After two years, I moved from Makalu to the upper senior house. Like everyone else, I prayed that I was moved to Kanchenjunga where Dewan sir was head of house (HOH). He was the most petrifying teacher there was, but he was one of the best teachers in the entire school. Everyone prayed to god that they would be a member of Kanchenjunga, not the opposite house Annapurna. Why? Cause he was liberal and strict, yet human. We had less gardening hours, less cleaning hours, less attention to house beautification so to sum up with, he didn’t treat us as machines. It didn’t matter to him that we lost House of the Month as long as he was satisfied with our commitment. He wasn’t a pusher and he was there to guide us always. He only demanded discipline and for which everyone had deep respect. In the singing competition, we didn’t sing some popular English song. We went for “Ob-La-Di Ob-La-Da” by The Beatles and “Take It Easy” by The Eagles.

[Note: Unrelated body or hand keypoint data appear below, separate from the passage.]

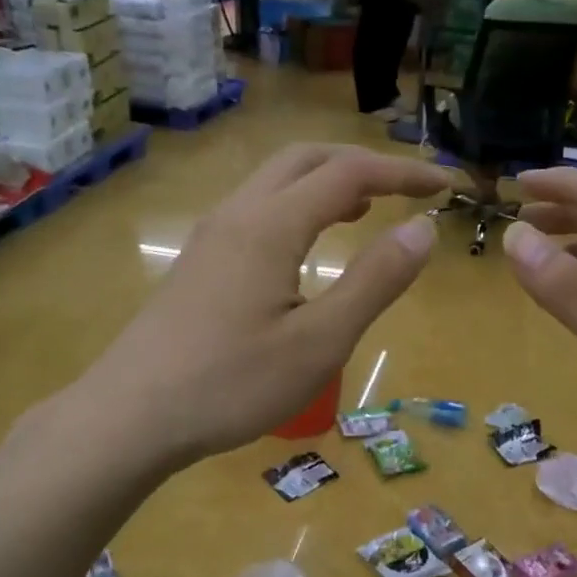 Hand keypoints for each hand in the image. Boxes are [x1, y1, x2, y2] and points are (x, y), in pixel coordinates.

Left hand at [76, 145, 447, 467]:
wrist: (130, 416)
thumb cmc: (232, 384)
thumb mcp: (319, 342)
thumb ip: (374, 282)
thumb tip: (422, 230)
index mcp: (271, 225)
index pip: (349, 173)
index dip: (402, 173)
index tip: (445, 186)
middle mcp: (238, 215)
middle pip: (305, 159)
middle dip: (362, 164)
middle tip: (406, 190)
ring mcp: (210, 238)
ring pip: (275, 182)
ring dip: (326, 183)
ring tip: (366, 210)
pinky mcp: (197, 264)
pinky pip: (256, 211)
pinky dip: (297, 208)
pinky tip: (306, 247)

Since we were talking about fun, let me go on with his “guff”. He said that when he was young, he did a triple somersault from the top of the Shivapuri Hill and landed on the bottom. He also told us of the world’s most expensive “paan” which would disappear as soon as you place it in your mouth. Triple D told us tales of his school days in Darjeeling at St. Paul’s. He told us of his school days and made us realise how lucky were to have such facilities around us. He made us realise how grateful we must be to our parents and school who have provided us with education, entertainment, shelter, food, care and everything else. He made sure we didn’t complain about not having the premium services. In his thoughts, I realised that I should enjoy this glorious life and that making others happy was what mattered. He believed that in a fair world and that everyone is equal. One time when the Kanchenjunga boys won the swimming competition, he took us all for Mo:Mo with his own money. The reason because he believed we deserve something more than a trophy for the effort we put in. For us boys who were always hungry at school, this was exactly what we could only dream of. FREE MO:MO.
This man had a heart. I remember countless times when after prep time we could surround him all the up the spiral staircase to listen to him talk. He made fun of us and left us terror-struck at times, but his smile was as beautiful as a woman’s. With time, we realised that it wasn’t fear that drove us to achieve greatness but respect for him and respect for ourselves. I’ll always remember the short Christian references he made while giving us lessons and all his impossible stories. We were his sons and he was our father.
Late Mr. DD Dewan will forever be in our memories as one of the greatest teachers of our generation. RIP.